Supporting the Supporters
Those reflections underpin this fact: Government strategies for promoting community wellbeing, social inclusion and social innovation are heavily dependent on a vibrant, efficient and effective Not for Profit sector. Or so think fully 96.8% of the sector – 83% of whom ‘strongly agreed’– in our survey conducted last week, ‘Towards a Thriving Not for Profit Community Sector.’
However, as the Productivity Commission recently reported, the Not for Profit community sector suffers from long standing problems relating to regulation, lack of transparency, onerous contracting regimes, inefficiencies, and insufficient human and financial capital.
For example, there are 40 statutes and 19 government agencies who determine tax eligibility for organisations. What a mess. The purchaser-provider model is too often misused by government bureaucrats to micro-manage supposedly independent community organisations. Community organisations have shockingly poor access to debt financing, because of uncertainties around funding arrangements.

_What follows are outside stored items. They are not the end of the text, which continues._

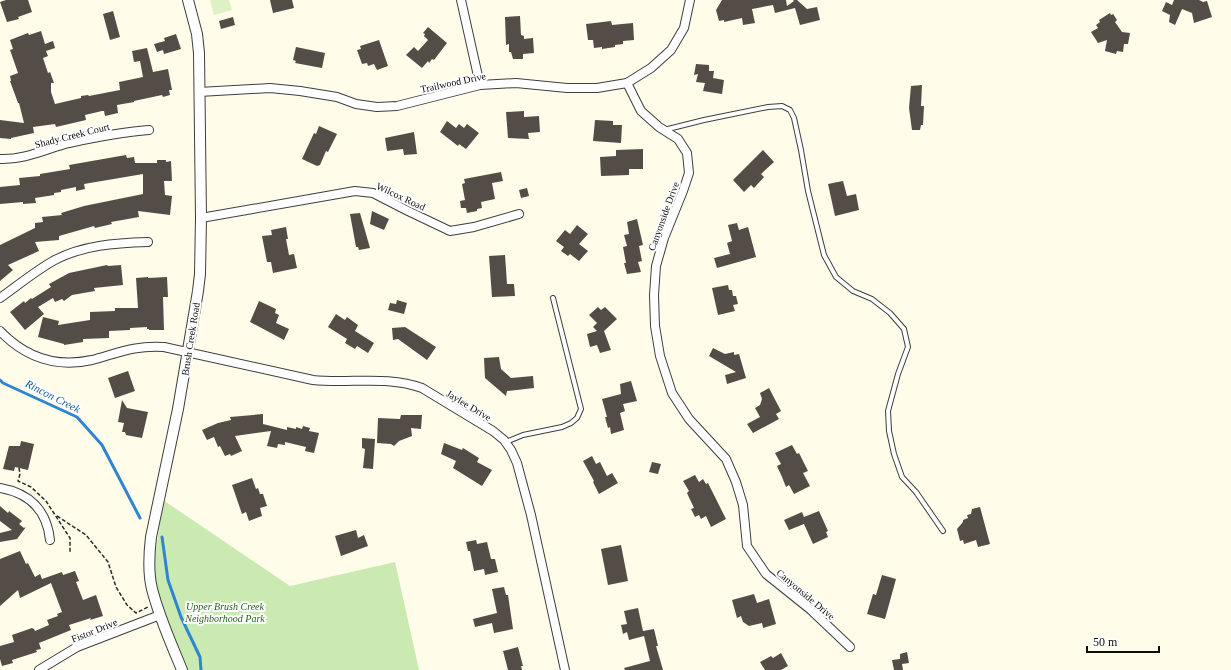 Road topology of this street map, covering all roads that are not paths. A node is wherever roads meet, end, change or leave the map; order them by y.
1 (188, 0) edge
2 (461, 0) edge
3 (690, 0) edge
4 (627, 83) junction
5 (480, 85) junction
6 (199, 92) junction
7 (149, 130) dead end
8 (664, 130) junction
9 (0, 159) edge
10 (519, 214) dead end
11 (201, 218) junction
12 (148, 242) dead end
13 (0, 298) edge
14 (553, 298) dead end
15 (0, 331) edge
16 (189, 353) junction
17 (505, 442) junction
18 (0, 488) edge
19 (943, 531) dead end
20 (50, 540) dead end
21 (159, 610) junction
22 (850, 647) dead end
23 (39, 670) edge
24 (182, 670) edge
25 (565, 670) edge

1 - 6 street, Brush Creek Road
2 - 5 street
3 - 4 street, Trailwood Drive
4 - 5 street, Trailwood Drive
4 - 8 street, Canyonside Drive
5 - 6 street, Trailwood Drive
6 - 11 street, Brush Creek Road
7 - 9 street, Shady Creek Court
8 - 19 lane
8 - 22 street, Canyonside Drive
10 - 11 street, Wilcox Road
11 - 16 street, Brush Creek Road
12 - 13 street
14 - 17 lane
15 - 16 street, Jaylee Drive
16 - 17 street, Jaylee Drive
16 - 21 street, Brush Creek Road
17 - 25 street, Jaylee Drive
18 - 20 street
21 - 23 street, Fistor Drive
21 - 24 street, Brush Creek Road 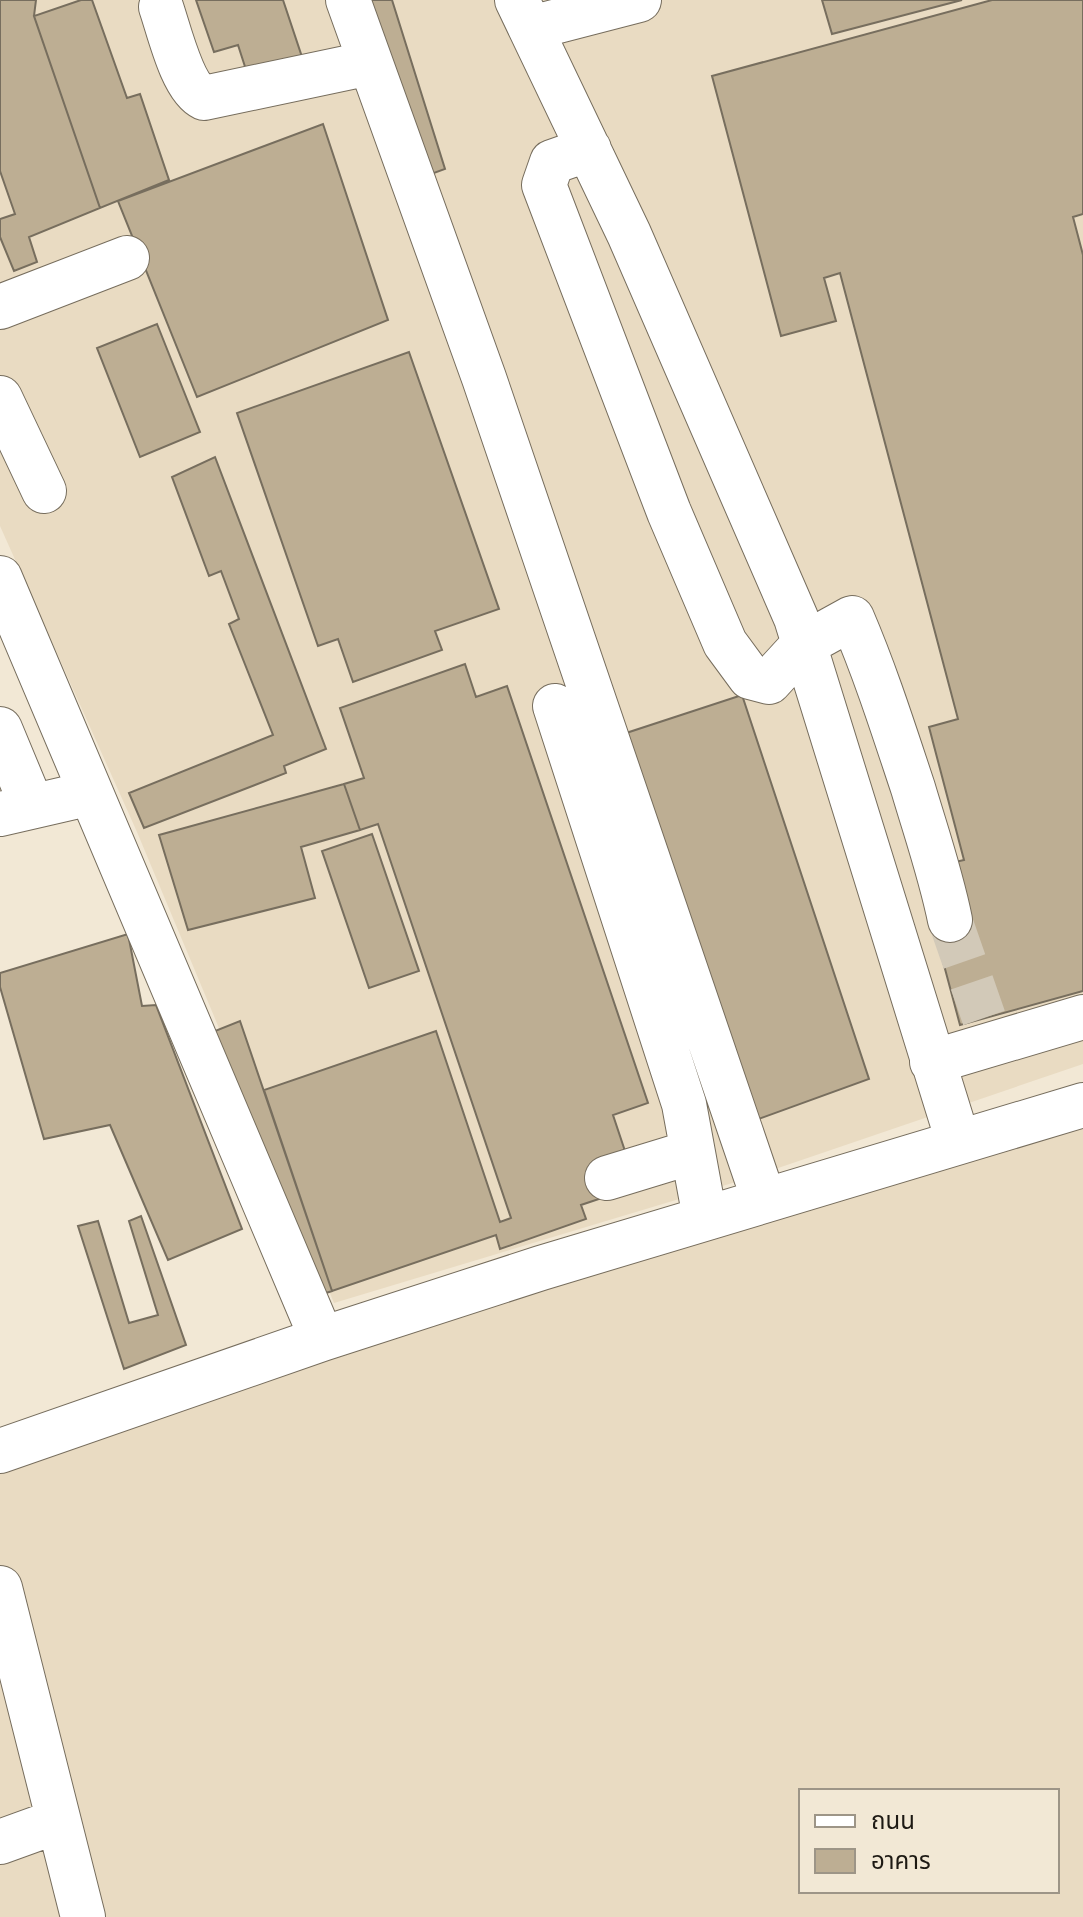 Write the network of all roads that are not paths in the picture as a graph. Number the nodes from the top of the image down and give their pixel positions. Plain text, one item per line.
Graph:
1 (348, 0) edge
2 (639, 0) edge
3 (161, 7) dead end
4 (524, 14) edge
5 (370, 63) junction
6 (589, 149) junction
7 (127, 258) dead end
8 (0, 307) edge
9 (0, 398) edge
10 (44, 491) dead end
11 (0, 578) edge
12 (803, 645) junction
13 (555, 706) dead end
14 (0, 729) edge
15 (91, 793) junction
16 (16, 810) edge
17 (885, 906) junction
18 (1083, 1017) edge
19 (932, 1062) junction
20 (1083, 1105) edge
21 (958, 1141) junction
22 (692, 1152) junction
23 (607, 1178) dead end
24 (764, 1200) junction
25 (705, 1218) junction
26 (322, 1339) junction
27 (0, 1451) edge
28 (0, 1588) edge
29 (58, 1821) junction
30 (0, 1842) edge
31 (83, 1917) edge

1 - 5 street
2 - 4 street
3 - 5 street
4 - 6 street
5 - 24 street
6 - 12 street
6 - 12 street
7 - 8 street
9 - 10 street
11 - 15 street
12 - 17 street
12 - 17 street
13 - 22 street
14 - 16 street
15 - 16 street
15 - 26 street
17 - 19 street
18 - 19 street
19 - 21 street
20 - 21 street
21 - 24 street
22 - 23 street
22 - 25 street
24 - 25 street
25 - 26 street
26 - 27 street
28 - 29 street
29 - 30 street
29 - 31 street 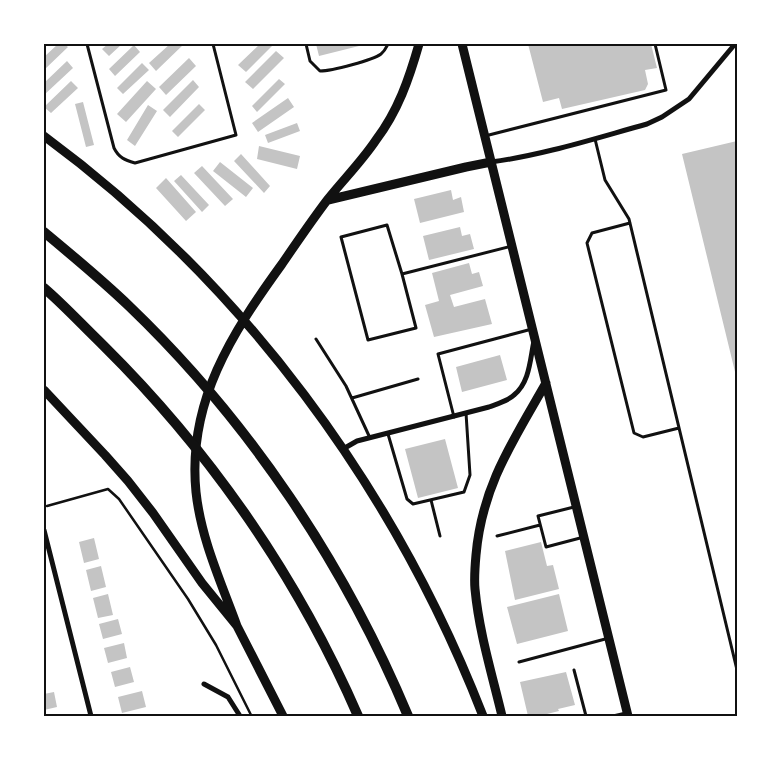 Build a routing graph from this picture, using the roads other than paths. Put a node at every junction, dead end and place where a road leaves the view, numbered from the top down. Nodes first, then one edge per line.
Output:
1 (87, 44) edge
2 (213, 44) edge
3 (306, 44) edge
4 (388, 44) edge
5 (419, 44) edge
6 (462, 44) edge
7 (655, 44) edge
8 (734, 44) edge
9 (44, 136) edge
10 (485, 136) junction
11 (594, 138) junction
12 (491, 162) junction
13 (328, 200) junction
14 (630, 223) junction
15 (44, 232) edge
16 (512, 246) junction
17 (402, 274) junction
18 (44, 288) edge
19 (243, 320) junction
20 (534, 333) junction
21 (316, 339) dead end
22 (418, 380) dead end
23 (546, 383) junction
24 (44, 390) edge
25 (352, 398) junction
26 (466, 414) junction
27 (454, 417) junction
28 (680, 428) junction
29 (388, 434) junction
30 (370, 438) junction
31 (343, 449) junction
32 (431, 500) junction
33 (576, 506) junction
34 (540, 526) junction
35 (44, 530) edge
36 (440, 536) dead end
37 (497, 536) dead end
38 (584, 537) junction
39 (237, 626) junction
40 (609, 638) junction
41 (520, 662) dead end
42 (574, 670) dead end
43 (737, 670) edge
44 (204, 684) dead end
45 (627, 714) edge
46 (91, 716) edge
47 (240, 716) edge
48 (283, 716) edge
49 (358, 716) edge
50 (408, 716) edge
51 (482, 716) edge
52 (502, 716) edge
53 (586, 716) edge
54 (613, 716) edge

1 - 2 lane
3 - 4 lane
5 - 13 main road
6 - 10 main road
7 - 10 lane
8 - 11 street
9 - 19 main road
10 - 12 main road
11 - 12 street
11 - 14 lane
12 - 13 main road
12 - 16 main road
13 - 19 main road
14 - 28 lane
14 - 28 lane
15 - 50 highway
16 - 17 lane
16 - 20 main road
17 - 17 lane
18 - 49 highway
19 - 31 main road
19 - 39 main road
20 - 23 main road
20 - 26 street
20 - 27 lane
21 - 25 lane
22 - 25 lane
23 - 33 main road
23 - 52 main road
24 - 39 main road
25 - 30 lane
26 - 27 street
26 - 32 lane
27 - 29 street
28 - 43 lane
29 - 30 street
29 - 32 lane
30 - 31 street
31 - 51 main road
32 - 36 lane
33 - 34 lane
33 - 38 main road
34 - 37 lane
34 - 38 lane
35 - 46 street
38 - 40 main road
39 - 48 main road
40 - 41 lane
40 - 45 main road
42 - 53 lane
44 - 47 street
45 - 54 lane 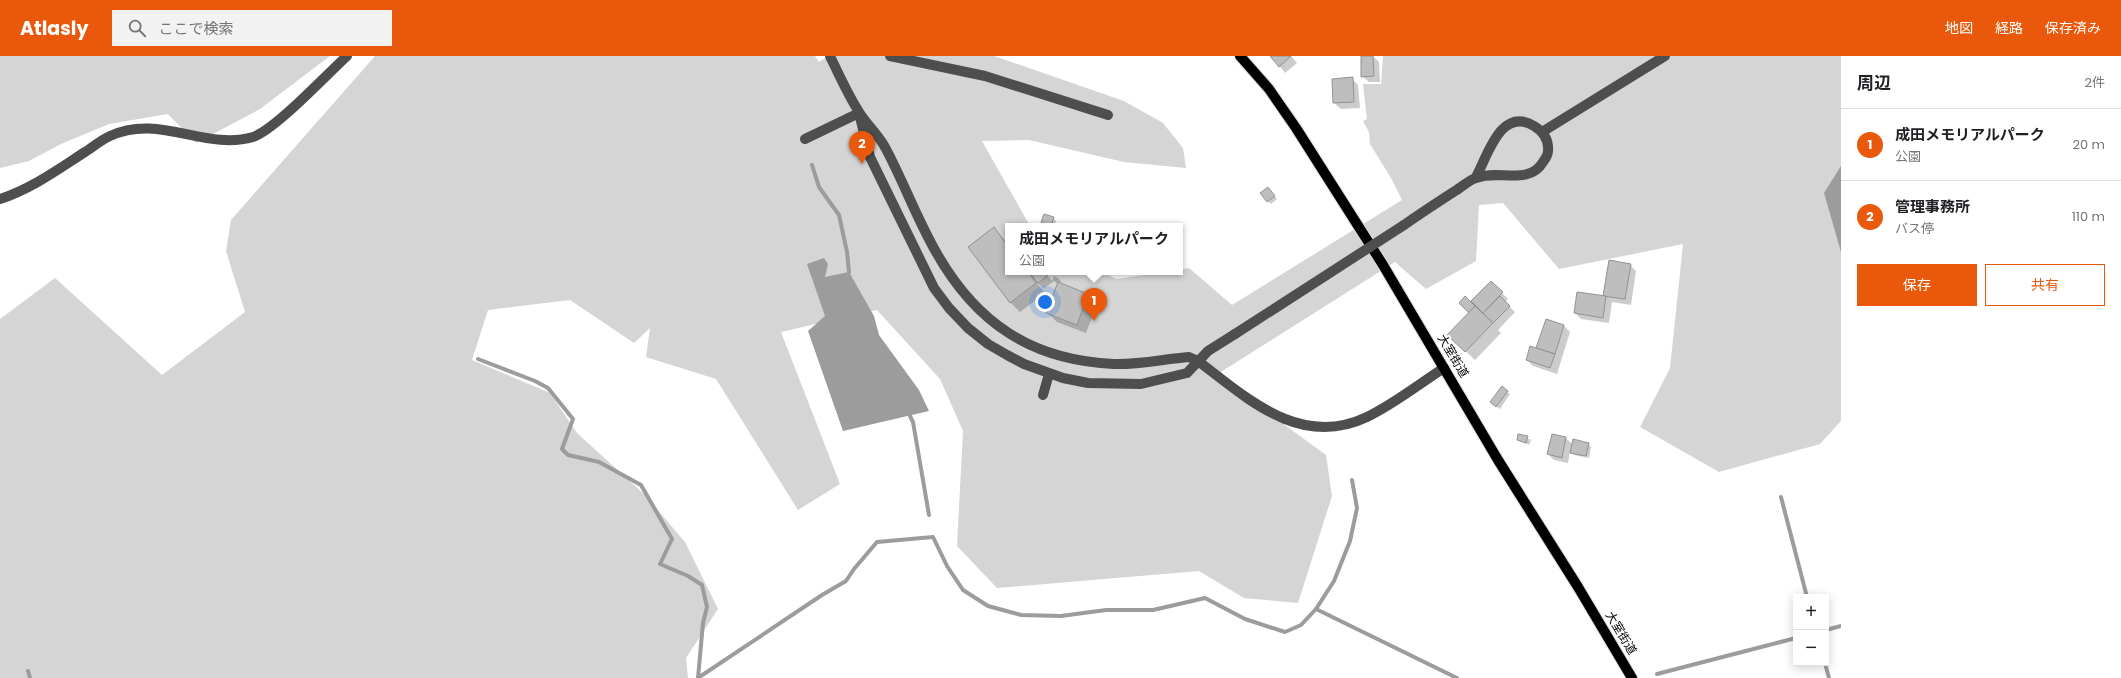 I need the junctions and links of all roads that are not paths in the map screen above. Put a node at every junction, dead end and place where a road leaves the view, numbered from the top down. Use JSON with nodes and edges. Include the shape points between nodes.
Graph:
{"nodes":[{"id":1,"x":347,"y":56,"type":"edge"},
{"id":2,"x":830,"y":56,"type":"edge"},
{"id":3,"x":890,"y":56,"type":"edge"},
{"id":4,"x":1240,"y":56,"type":"edge"},
{"id":5,"x":1665,"y":56,"type":"edge"},
{"id":6,"x":859,"y":113,"type":"junction"},
{"id":7,"x":1108,"y":115,"type":"dead end"},
{"id":8,"x":1542,"y":132,"type":"junction"},
{"id":9,"x":806,"y":139,"type":"dead end"},
{"id":10,"x":1476,"y":178,"type":"junction"},
{"id":11,"x":0,"y":199,"type":"edge"},
{"id":12,"x":1198,"y":361,"type":"junction"},
{"id":13,"x":1444,"y":368,"type":"junction"},
{"id":14,"x":1049,"y":374,"type":"junction"},
{"id":15,"x":1042,"y":395,"type":"dead end"},
{"id":16,"x":1632,"y":678,"type":"edge"}],
"edges":[{"from":1,"to":11,"type":"street","via":[[273,125],[254,136],[235,140],[212,139],[155,128],[134,128],[110,136],[38,182]]},
{"from":2,"to":6,"type":"street"},
{"from":3,"to":7,"type":"street","via":[[985,76]]},
{"from":4,"to":13,"type":"main road","name":"大室街道","via":[[1269,89],[1296,128],[1383,265]]},
{"from":5,"to":8,"type":"street"},
{"from":6,"to":9,"type":"street"},
{"from":6,"to":12,"type":"street","via":[[885,147],[950,277],[982,314],[1000,329],[1035,347],[1094,363],[1122,364],[1189,357]]},
{"from":6,"to":14,"type":"street","via":[[870,157],[934,288],[968,328],[988,344],[1024,364]]},
{"from":8,"to":10,"type":"street","via":[[1525,122],[1515,121],[1504,125],[1496,135]]},
{"from":8,"to":10,"type":"street","via":[[1548,142],[1548,154],[1535,172],[1525,176],[1502,174]]},
{"from":10,"to":12,"type":"street","bridge":true,"via":[[1208,351]]},
{"from":12,"to":13,"type":"street","via":[[1264,410],[1290,422],[1313,427],[1339,426],[1366,417]]},
{"from":12,"to":14,"type":"street","via":[[1187,373],[1141,384],[1088,383]]},
{"from":13,"to":16,"type":"main road","name":"大室街道"},
{"from":14,"to":15,"type":"street"}]}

The Commission found that “wages in the community sector are considerably lower than equivalent positions in the public sector,” prompting the Commissioner to ask if there if there is a workforce crisis in the sector.
Issues such as those provide politicians with no opportunities for photo shoots. But they create massive hidden costs and barriers, which severely inhibit the decent functioning of the Not for Profit community sector.
What to do?
We know – and, more importantly – the Government knows, what needs to be done. Already. In February this year, the Productivity Commission – under the leadership of Robert Fitzgerald –, in response to Terms of Reference issued under the name of the then Deputy Prime Minister, Julia Gillard, presented a detailed program of action that was underpinned by extensive research and benefited from extensive sector input. All up, the Commission made 39 recommendations to Government – in the form of a cohesive program of action – for improving and strengthening the sector.
The results, half a year later? Silence – from Government and the Opposition.
It is simply not good enough.
Maybe the Government has been waiting to hear from the sector about these recommendations. If that is the case, the answer is in.
For the first time, there is now extensive feedback from people in and around the Not for Profit community sector about the Productivity Commission recommendations.
Over 1,500 of our readers – during the first week of the election campaign – expressed their views on several key recommendations via an online survey, developed in collaboration with the support of the Centre for Social Impact.
It is fair to say there are few surprises: most people, often overwhelmingly, support demands for common sense changes in regulatory regimes, institutional arrangements, policy and funding reforms. A consistent theme is that although people supported the ideas of the Commission, they want Government to partner with the sector, rather than impose solutions.
For a detailed report on the survey findings, including many of the useful comments made, click here.
The Manifesto Towards a Thriving Not for Profit Community Sector
You can’t put more cars on the road without building more roads. You can’t push more people onto trains without building more train tracks. And you can’t increasingly rely on the Not for Profit community organisations to deliver publicly funded services without fixing the regulatory and institutional arrangements in which the sector exists, and getting funding policies and priorities right.
The Productivity Commission’s deeply considered report has been submitted to Government. Our survey evidences strong support for its key recommendations, reinforced by over 1500 people completing it during the first week of the election. It is now time for action.
For our part, we turned the results into a Manifesto, which we have sent to Labor, the Coalition, and the Greens seeking for a pre-election commitment. We will be knocking on the door, as loudly as we can. Anything you can do, either personally or in your professional capacity, to advance the cause, well, come on down.
And, whenever you get a chance, please remind our elected leaders: It’s the Society, stupid.